◆ Task item
Write out word for word each line from the top of the material through the line that has "Input: one rendered". Pictures do not go in.

◆ Data for this task
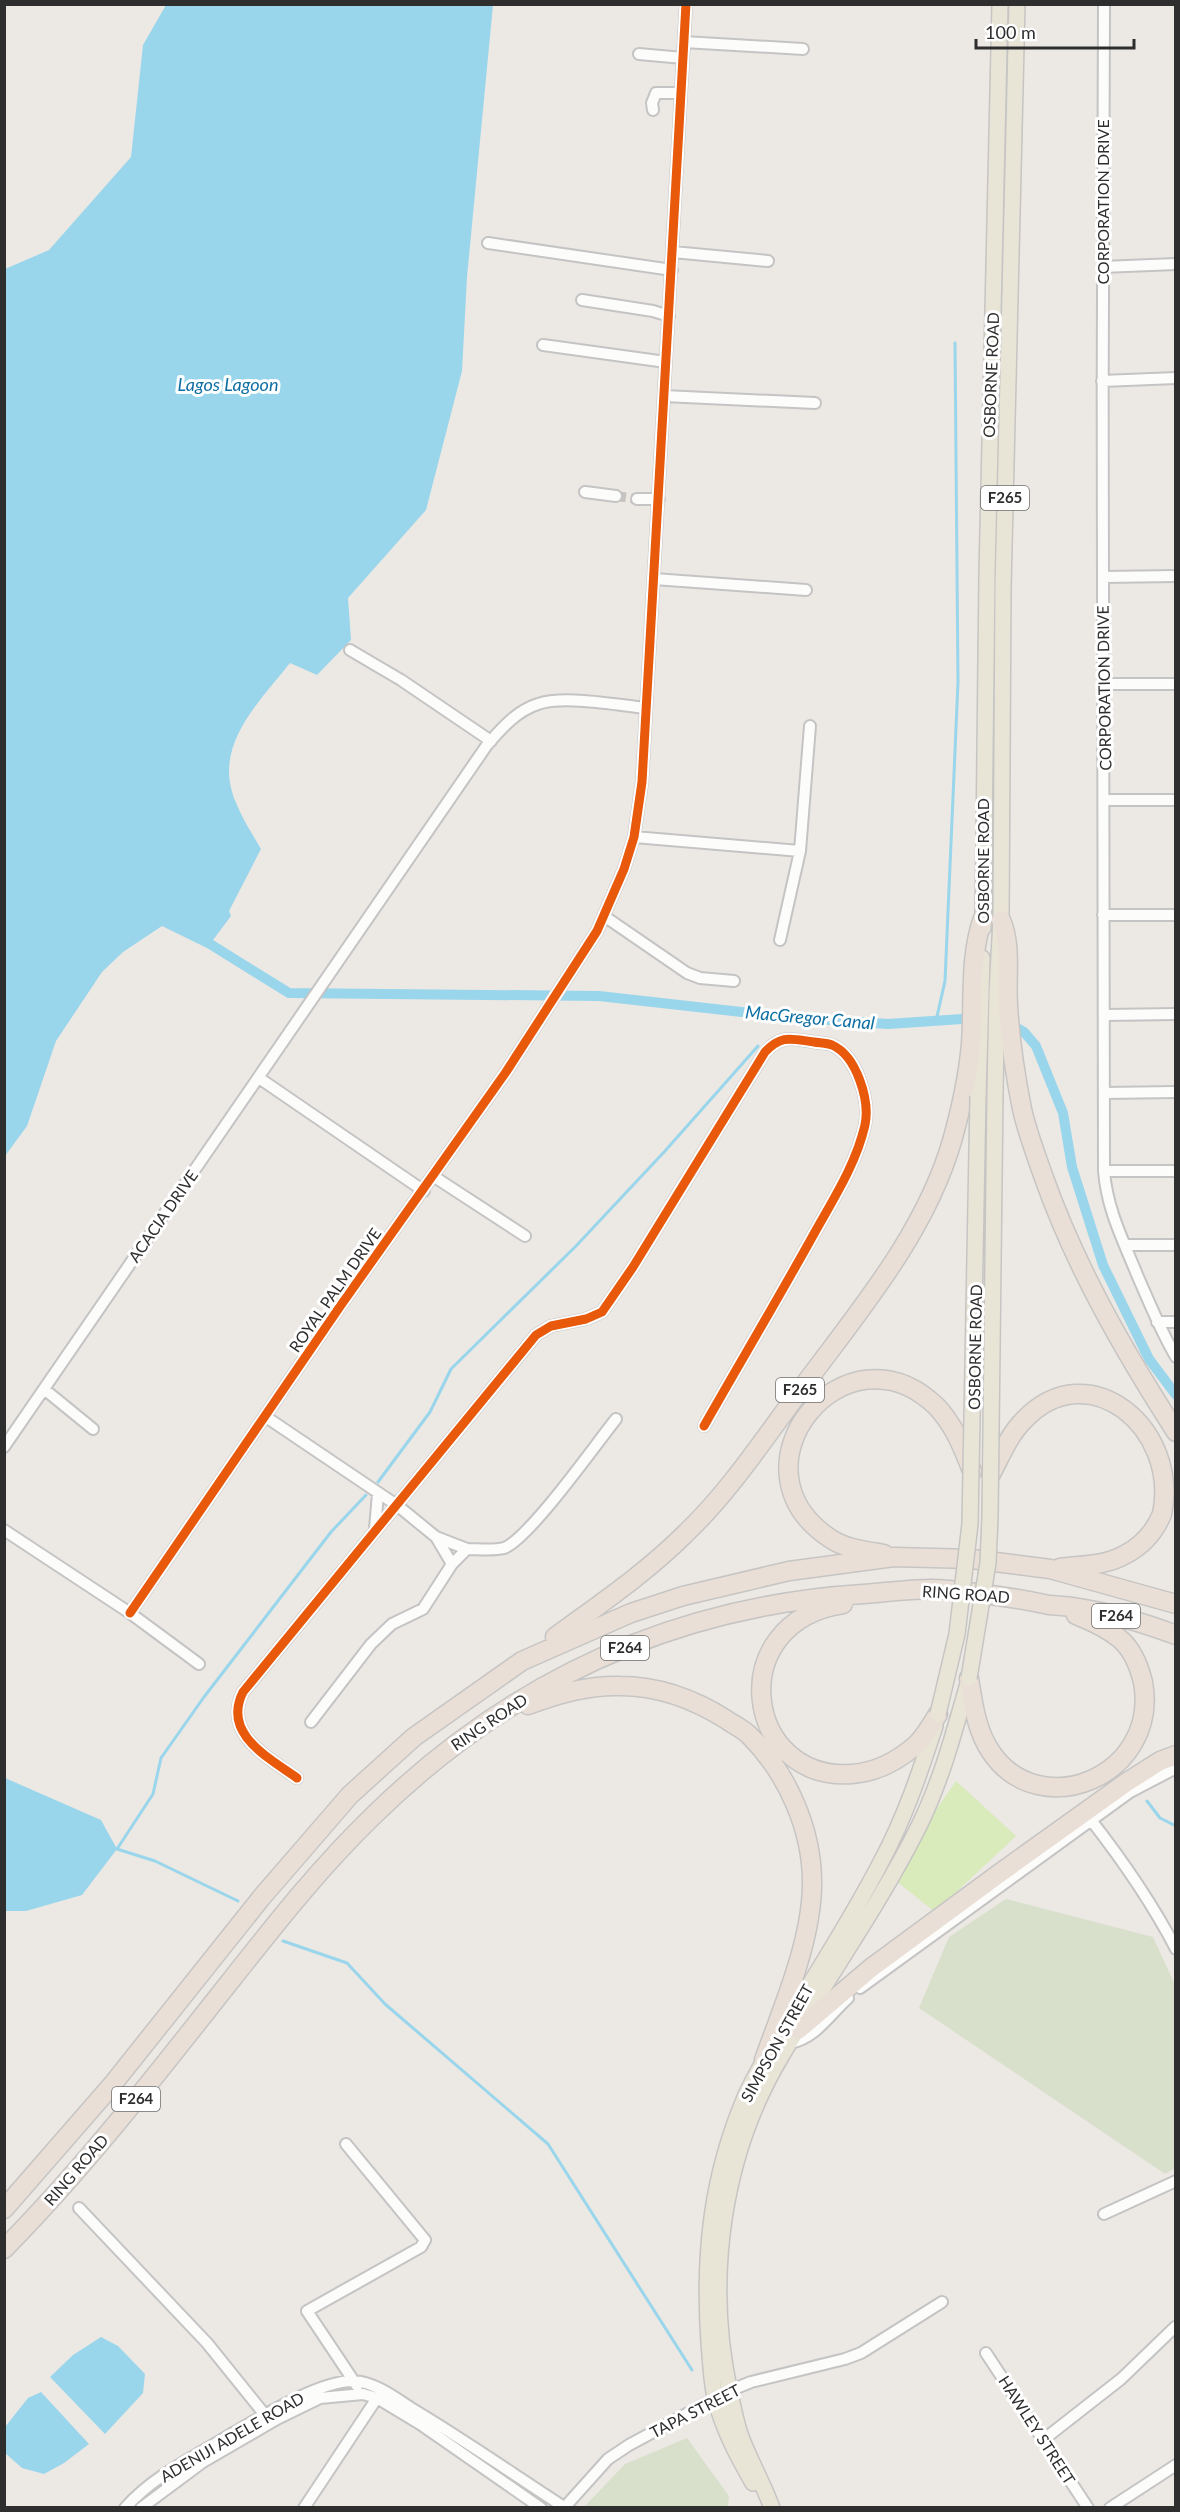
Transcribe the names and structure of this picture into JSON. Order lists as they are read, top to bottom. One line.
{"streets":{"highway":["F265","RING ROAD","F264"],"main road":["OSBORNE ROAD","SIMPSON STREET"],"street":["CORPORATION DRIVE","ACACIA DRIVE","ROYAL PALM DRIVE","TAPA STREET","HAWLEY STREET","ADENIJI ADELE ROAD"]},"crossings":[["OSBORNE ROAD","F265"],["OSBORNE ROAD","SIMPSON STREET"],["OSBORNE ROAD","TAPA STREET"],["F265","RING ROAD"],["ACACIA DRIVE","ROYAL PALM DRIVE"],["SIMPSON STREET","TAPA STREET"]],"water":["Lagos Lagoon","MacGregor Canal"],"scale_bar":"100 m"}
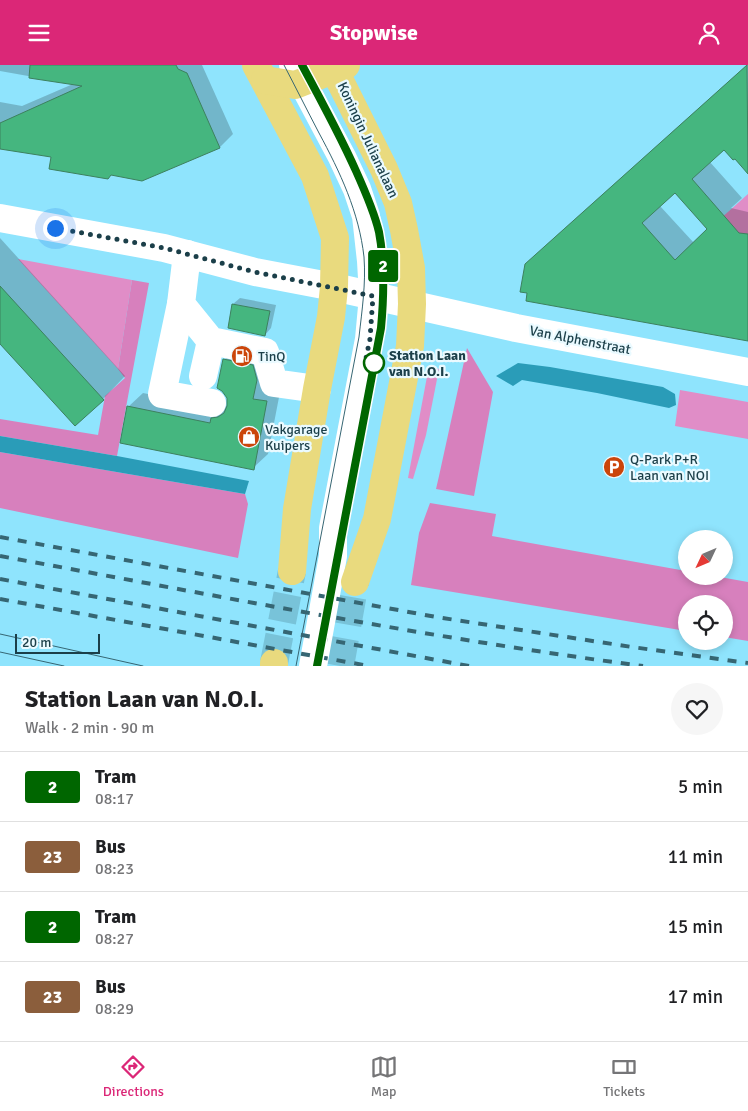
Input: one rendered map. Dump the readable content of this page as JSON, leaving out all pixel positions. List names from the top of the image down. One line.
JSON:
{"streets":{"main road":["Koningin Julianalaan"],"street":["Van Alphenstraat"]},"crossings":[["Koningin Julianalaan","Van Alphenstraat"]],"places":{"fuel station":["TinQ"],"other":["Station Laan van N.O.I."],"shop":["Vakgarage Kuipers"],"parking":["Q-Park P+R Laan van NOI"]},"lines":["tram line 2"],"scale_bar":"20 m","north":"bottom left","page":{"header":"Stopwise","on_map":"2","scale":"20 m","heading":["Station Laan van N.O.I.","Walk · 2 min · 90 m"],"list":[{"mark":"2","name":"Tram","note":"08:17","value":"5 min"},{"mark":"23","name":"Bus","note":"08:23","value":"11 min"},{"mark":"2","name":"Tram","note":"08:27","value":"15 min"},{"mark":"23","name":"Bus","note":"08:29","value":"17 min"}],"tabs":["Directions","Map","Tickets"]}}
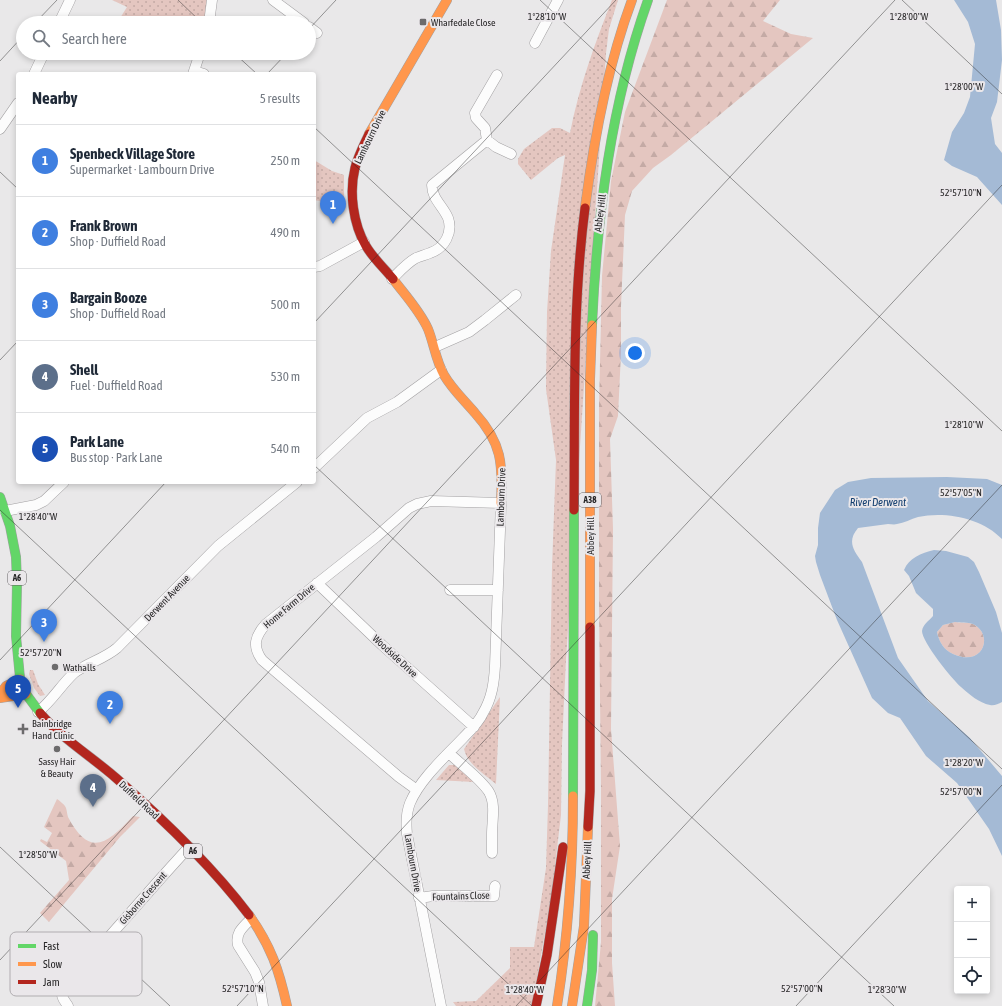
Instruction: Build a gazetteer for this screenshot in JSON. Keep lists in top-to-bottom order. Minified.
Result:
{"streets":{"main road":["Lambourn Drive","Abbey Hill","A38","A6","Duffield Road"],"street":["Derwent Avenue","Home Farm Drive","Woodside Drive","Fountains Close","Gisborne Crescent"]},"crossings":[["Lambourn Drive","Home Farm Drive"],["Lambourn Drive","Woodside Drive"],["Lambourn Drive","Fountains Close"],["Derwent Avenue","Duffield Road"],["Home Farm Drive","Woodside Drive"],["Duffield Road","Gisborne Crescent"]],"water":["River Derwent"],"places":{"transit":["Wharfedale Close"],"other":["Wathalls","Sassy Hair & Beauty"],"health":["Bainbridge Hand Clinic"]},"legend":["Fast","Slow","Jam"],"page":{"search":"Search here","heading":["Nearby","5 results"],"list":[{"mark":"1","name":"Spenbeck Village Store","note":"Supermarket · Lambourn Drive","value":"250 m"},{"mark":"2","name":"Frank Brown","note":"Shop · Duffield Road","value":"490 m"},{"mark":"3","name":"Bargain Booze","note":"Shop · Duffield Road","value":"500 m"},{"mark":"4","name":"Shell","note":"Fuel · Duffield Road","value":"530 m"},{"mark":"5","name":"Park Lane","note":"Bus stop · Park Lane","value":"540 m"}],"pins":["1","3","5","2","4"],"map_buttons":["+","−"]},"coordinates":["1°28'10\"W","1°28'00\"W","52°57'10\"N","52°57'05\"N","1°28'40\"W","52°57'20\"N","1°28'20\"W","52°57'00\"N","1°28'50\"W","1°28'30\"W"]}
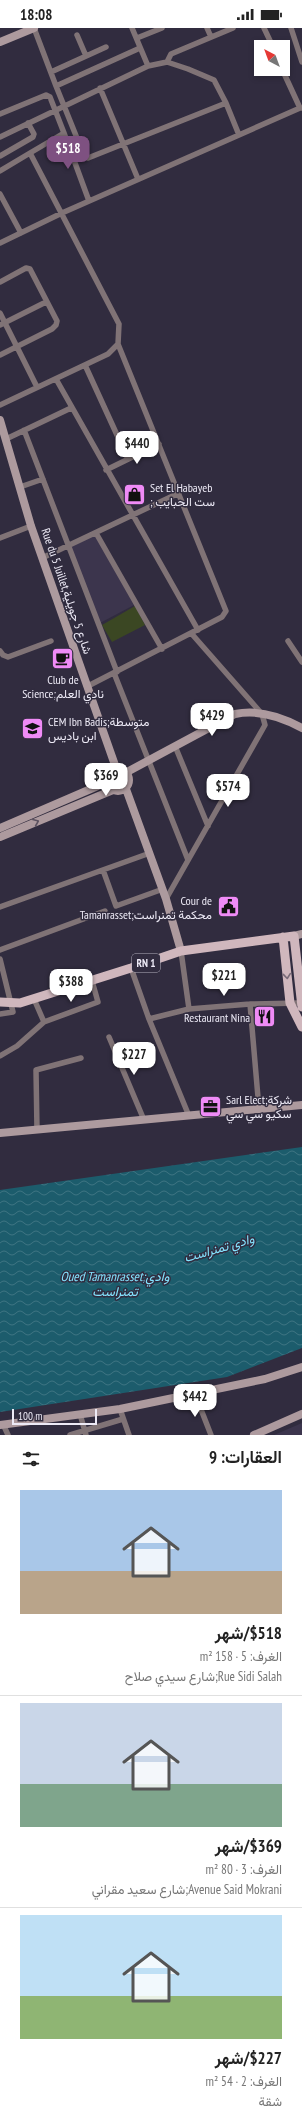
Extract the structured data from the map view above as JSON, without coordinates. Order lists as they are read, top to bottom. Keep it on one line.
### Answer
{"streets":{"main road":["RN 1"],"street":["Rue du 5 Juillet,شارع 5 جويلية"]},"water":["وادي تمنراست","Oued Tamanrasset;وادي تمنراست"],"places":{"shop":["Set El Habayeb ; ست الحبايب"],"cafe":["Club de Science;نادي العلم"],"school or university":["CEM Ibn Badis;متوسطة ابن باديس"],"public building":["Cour de Tamanrasset;محكمة تمنراست"],"restaurant":["Restaurant Nina"],"office":["Sarl Elect;شركة سكيو سي سي"]},"scale_bar":"100 m","north":"top left","page":{"status":"18:08","price":["$518","$440","$429","$369","$574","$221","$388","$227","$442"],"scale":"100 m","heading":"العقارات: 9","list":[{"name":"$518/شهر","note":"الغرف: 5 · 158 m² · Rue Sidi Salah;شارع سيدي صلاح"},{"name":"$369/شهر","note":"الغرف: 3 · 80 m² · Avenue Said Mokrani;شارع سعيد مقراني"},{"name":"$227/شهر","note":"الغرف: 2 · 54 m² · شقة"}]}}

◆ Problem solution
Transcribe the names and structure of this picture into JSON. Order lists as they are read, top to bottom. One line.
{"streets":{"highway":["F265","RING ROAD","F264"],"main road":["OSBORNE ROAD","SIMPSON STREET"],"street":["CORPORATION DRIVE","ACACIA DRIVE","ROYAL PALM DRIVE","TAPA STREET","HAWLEY STREET","ADENIJI ADELE ROAD"]},"crossings":[["OSBORNE ROAD","F265"],["OSBORNE ROAD","SIMPSON STREET"],["OSBORNE ROAD","TAPA STREET"],["F265","RING ROAD"],["ACACIA DRIVE","ROYAL PALM DRIVE"],["SIMPSON STREET","TAPA STREET"]],"water":["Lagos Lagoon","MacGregor Canal"],"scale_bar":"100 m"}
Input: one rendered map. Dump the readable content of this page as JSON, leaving out all pixel positions. List names from the top of the image down. One line.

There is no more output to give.